START Data for analysis
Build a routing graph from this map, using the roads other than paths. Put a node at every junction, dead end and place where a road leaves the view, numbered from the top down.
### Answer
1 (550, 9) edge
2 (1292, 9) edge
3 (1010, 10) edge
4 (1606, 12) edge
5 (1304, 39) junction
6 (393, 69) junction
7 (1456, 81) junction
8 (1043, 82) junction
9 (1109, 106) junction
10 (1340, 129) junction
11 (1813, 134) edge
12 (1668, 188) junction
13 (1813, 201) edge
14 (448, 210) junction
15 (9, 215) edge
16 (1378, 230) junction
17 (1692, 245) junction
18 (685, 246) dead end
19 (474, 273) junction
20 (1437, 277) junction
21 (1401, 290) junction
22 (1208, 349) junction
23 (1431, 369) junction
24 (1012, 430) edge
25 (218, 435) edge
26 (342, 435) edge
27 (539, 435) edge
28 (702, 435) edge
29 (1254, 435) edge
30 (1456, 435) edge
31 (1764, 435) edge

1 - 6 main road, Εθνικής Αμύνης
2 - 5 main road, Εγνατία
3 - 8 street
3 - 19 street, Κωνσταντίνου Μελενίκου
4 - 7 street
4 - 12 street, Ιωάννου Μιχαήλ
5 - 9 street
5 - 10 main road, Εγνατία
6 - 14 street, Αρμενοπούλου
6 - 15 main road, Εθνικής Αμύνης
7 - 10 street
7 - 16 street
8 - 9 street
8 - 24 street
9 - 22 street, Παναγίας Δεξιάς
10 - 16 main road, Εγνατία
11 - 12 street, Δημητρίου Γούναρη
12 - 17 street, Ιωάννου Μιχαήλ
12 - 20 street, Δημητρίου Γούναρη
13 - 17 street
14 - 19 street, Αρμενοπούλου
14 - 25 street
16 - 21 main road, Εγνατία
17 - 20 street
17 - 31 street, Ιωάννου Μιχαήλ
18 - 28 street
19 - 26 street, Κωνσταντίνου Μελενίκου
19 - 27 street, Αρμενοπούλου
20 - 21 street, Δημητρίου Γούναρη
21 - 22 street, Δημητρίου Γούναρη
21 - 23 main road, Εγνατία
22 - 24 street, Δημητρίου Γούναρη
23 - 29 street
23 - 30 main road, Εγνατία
END Data for analysis
START Data for analysis
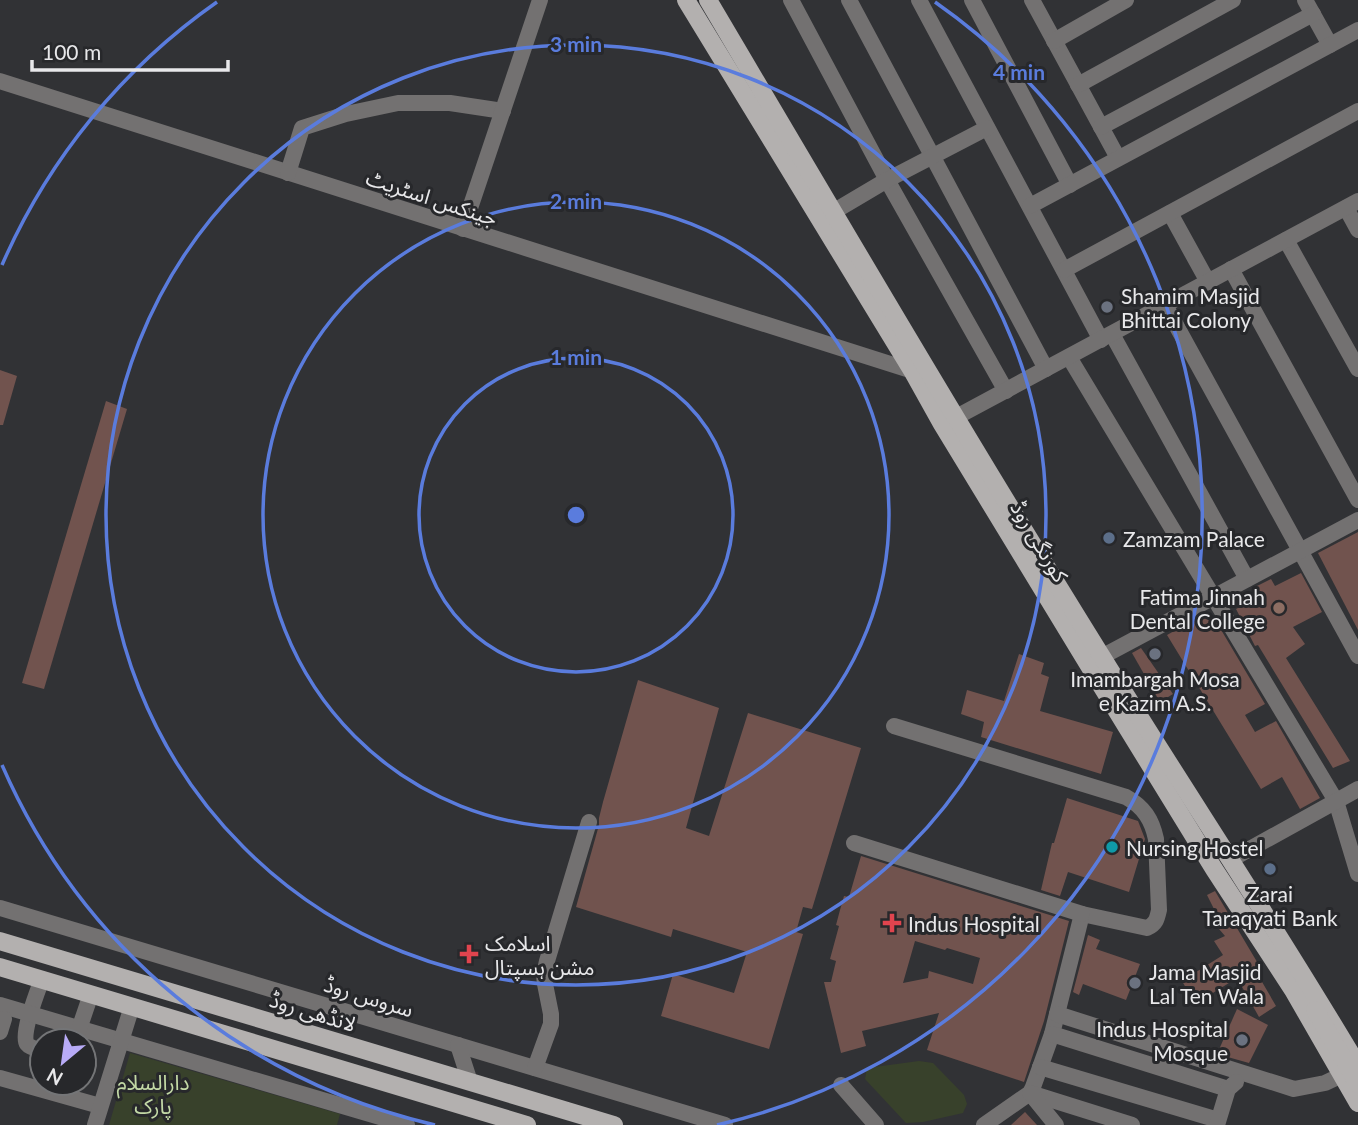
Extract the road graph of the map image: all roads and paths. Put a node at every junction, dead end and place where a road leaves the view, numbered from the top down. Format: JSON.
END Data for analysis
START Data for analysis
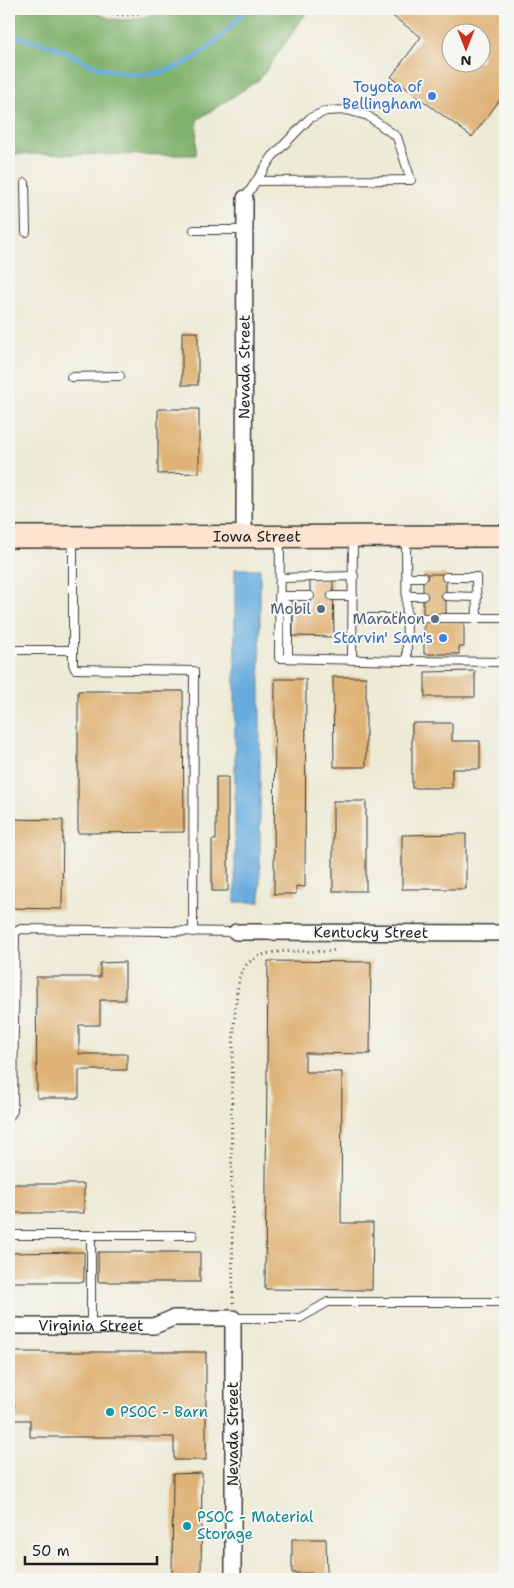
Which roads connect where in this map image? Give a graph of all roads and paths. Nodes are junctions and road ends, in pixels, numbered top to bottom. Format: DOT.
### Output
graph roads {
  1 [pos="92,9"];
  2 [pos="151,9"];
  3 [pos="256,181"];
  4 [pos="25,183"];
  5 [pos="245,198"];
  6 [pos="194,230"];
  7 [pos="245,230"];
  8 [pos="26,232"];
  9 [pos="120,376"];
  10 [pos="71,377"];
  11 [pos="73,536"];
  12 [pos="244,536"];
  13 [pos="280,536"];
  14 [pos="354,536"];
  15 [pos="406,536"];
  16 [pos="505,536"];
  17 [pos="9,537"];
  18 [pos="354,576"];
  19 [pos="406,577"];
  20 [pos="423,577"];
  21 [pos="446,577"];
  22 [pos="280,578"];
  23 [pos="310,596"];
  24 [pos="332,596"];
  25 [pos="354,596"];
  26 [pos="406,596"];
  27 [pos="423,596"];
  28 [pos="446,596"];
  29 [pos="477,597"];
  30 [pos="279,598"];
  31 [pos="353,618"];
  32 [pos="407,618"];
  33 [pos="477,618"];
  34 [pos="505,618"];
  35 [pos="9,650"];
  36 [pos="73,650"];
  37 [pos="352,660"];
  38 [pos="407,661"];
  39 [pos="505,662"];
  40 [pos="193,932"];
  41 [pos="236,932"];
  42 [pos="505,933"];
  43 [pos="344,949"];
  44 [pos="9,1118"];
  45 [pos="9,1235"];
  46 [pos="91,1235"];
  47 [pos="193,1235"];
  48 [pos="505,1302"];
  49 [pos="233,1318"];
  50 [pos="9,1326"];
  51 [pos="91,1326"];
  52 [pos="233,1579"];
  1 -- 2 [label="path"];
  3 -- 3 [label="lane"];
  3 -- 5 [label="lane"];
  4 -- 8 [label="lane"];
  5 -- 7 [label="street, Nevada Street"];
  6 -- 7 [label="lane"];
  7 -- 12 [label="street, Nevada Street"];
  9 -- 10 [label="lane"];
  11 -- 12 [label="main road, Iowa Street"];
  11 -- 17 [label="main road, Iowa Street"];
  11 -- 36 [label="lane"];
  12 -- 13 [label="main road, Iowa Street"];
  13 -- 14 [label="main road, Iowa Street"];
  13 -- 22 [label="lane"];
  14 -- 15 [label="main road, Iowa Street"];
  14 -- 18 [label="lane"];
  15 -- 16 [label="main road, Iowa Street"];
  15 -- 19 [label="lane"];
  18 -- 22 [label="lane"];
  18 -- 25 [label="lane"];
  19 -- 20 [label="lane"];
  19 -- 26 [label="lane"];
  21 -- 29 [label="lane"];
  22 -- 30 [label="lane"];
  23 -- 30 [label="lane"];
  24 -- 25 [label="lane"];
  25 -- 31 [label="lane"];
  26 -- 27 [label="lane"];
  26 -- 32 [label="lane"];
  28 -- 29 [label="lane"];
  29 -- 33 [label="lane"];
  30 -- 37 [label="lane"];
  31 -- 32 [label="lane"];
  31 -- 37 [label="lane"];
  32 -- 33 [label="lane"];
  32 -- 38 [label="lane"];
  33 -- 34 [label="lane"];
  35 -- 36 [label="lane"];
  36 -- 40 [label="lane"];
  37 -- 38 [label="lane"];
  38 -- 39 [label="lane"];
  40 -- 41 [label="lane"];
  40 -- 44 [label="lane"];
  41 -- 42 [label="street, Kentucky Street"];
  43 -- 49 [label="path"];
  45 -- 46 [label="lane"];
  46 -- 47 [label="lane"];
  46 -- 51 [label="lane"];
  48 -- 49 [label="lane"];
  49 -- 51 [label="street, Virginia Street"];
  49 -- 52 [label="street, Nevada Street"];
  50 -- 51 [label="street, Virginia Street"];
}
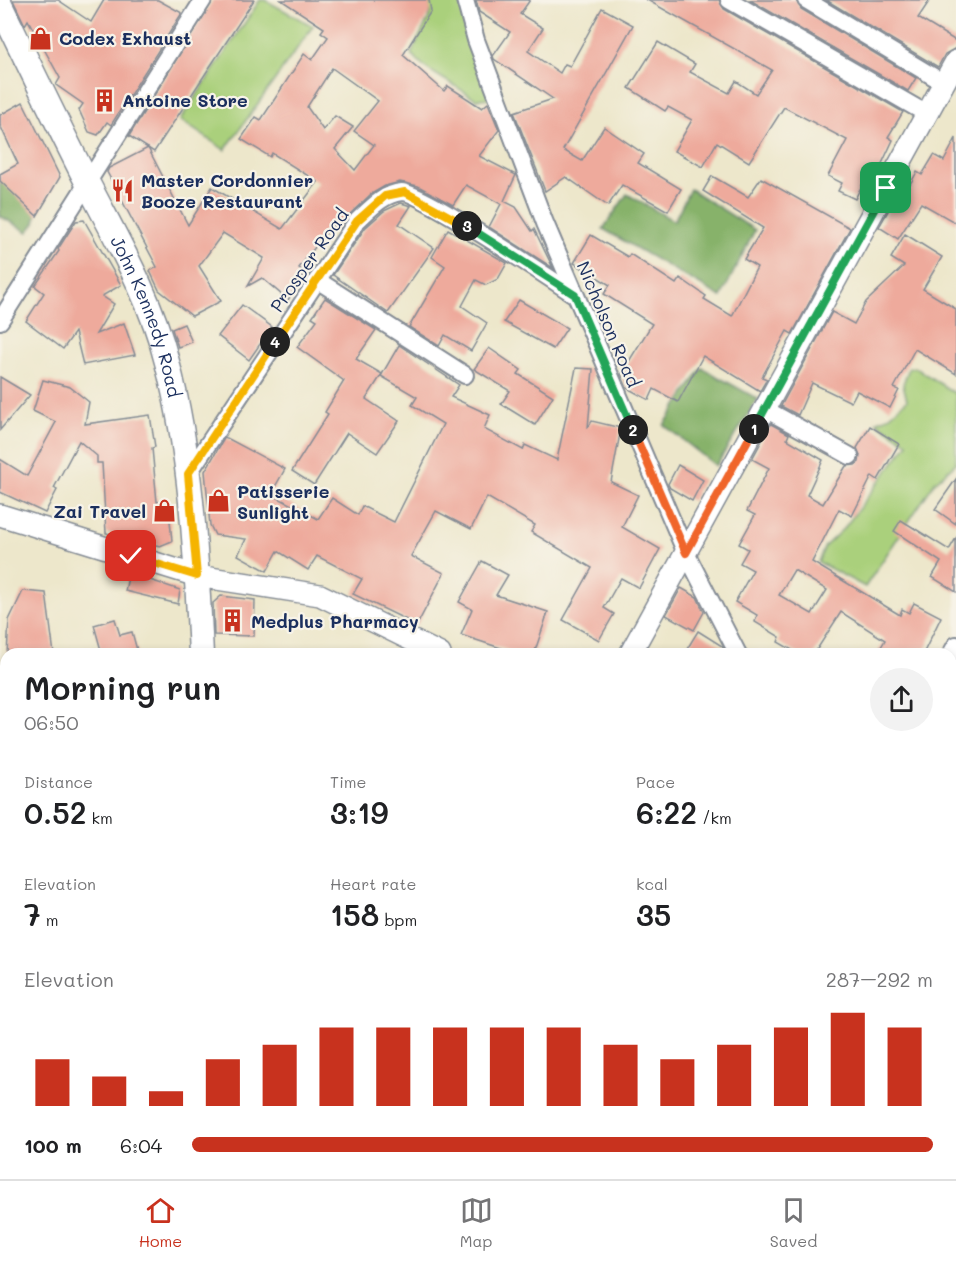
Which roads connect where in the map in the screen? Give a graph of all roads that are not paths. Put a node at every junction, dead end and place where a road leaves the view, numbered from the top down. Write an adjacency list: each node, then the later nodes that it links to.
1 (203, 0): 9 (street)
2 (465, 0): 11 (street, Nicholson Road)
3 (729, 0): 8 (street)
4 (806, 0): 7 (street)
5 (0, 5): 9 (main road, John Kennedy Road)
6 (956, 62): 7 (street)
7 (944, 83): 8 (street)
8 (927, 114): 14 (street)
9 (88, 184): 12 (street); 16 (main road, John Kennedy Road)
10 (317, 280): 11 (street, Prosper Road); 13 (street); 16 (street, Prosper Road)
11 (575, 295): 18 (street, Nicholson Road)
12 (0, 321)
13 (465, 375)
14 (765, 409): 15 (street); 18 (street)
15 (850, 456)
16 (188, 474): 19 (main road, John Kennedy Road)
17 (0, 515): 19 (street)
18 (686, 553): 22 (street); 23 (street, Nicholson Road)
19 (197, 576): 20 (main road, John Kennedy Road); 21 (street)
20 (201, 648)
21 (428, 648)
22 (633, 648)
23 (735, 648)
END Data for analysis
## Your goal
List, from the entries above, every line in which the word "image" shows up.

## Exercise answer
Extract the road graph of the map image: all roads and paths. Put a node at every junction, dead end and place where a road leaves the view, numbered from the top down. Format: JSON.
Which roads connect where in this map image? Give a graph of all roads and paths. Nodes are junctions and road ends, in pixels, numbered top to bottom. Format: DOT.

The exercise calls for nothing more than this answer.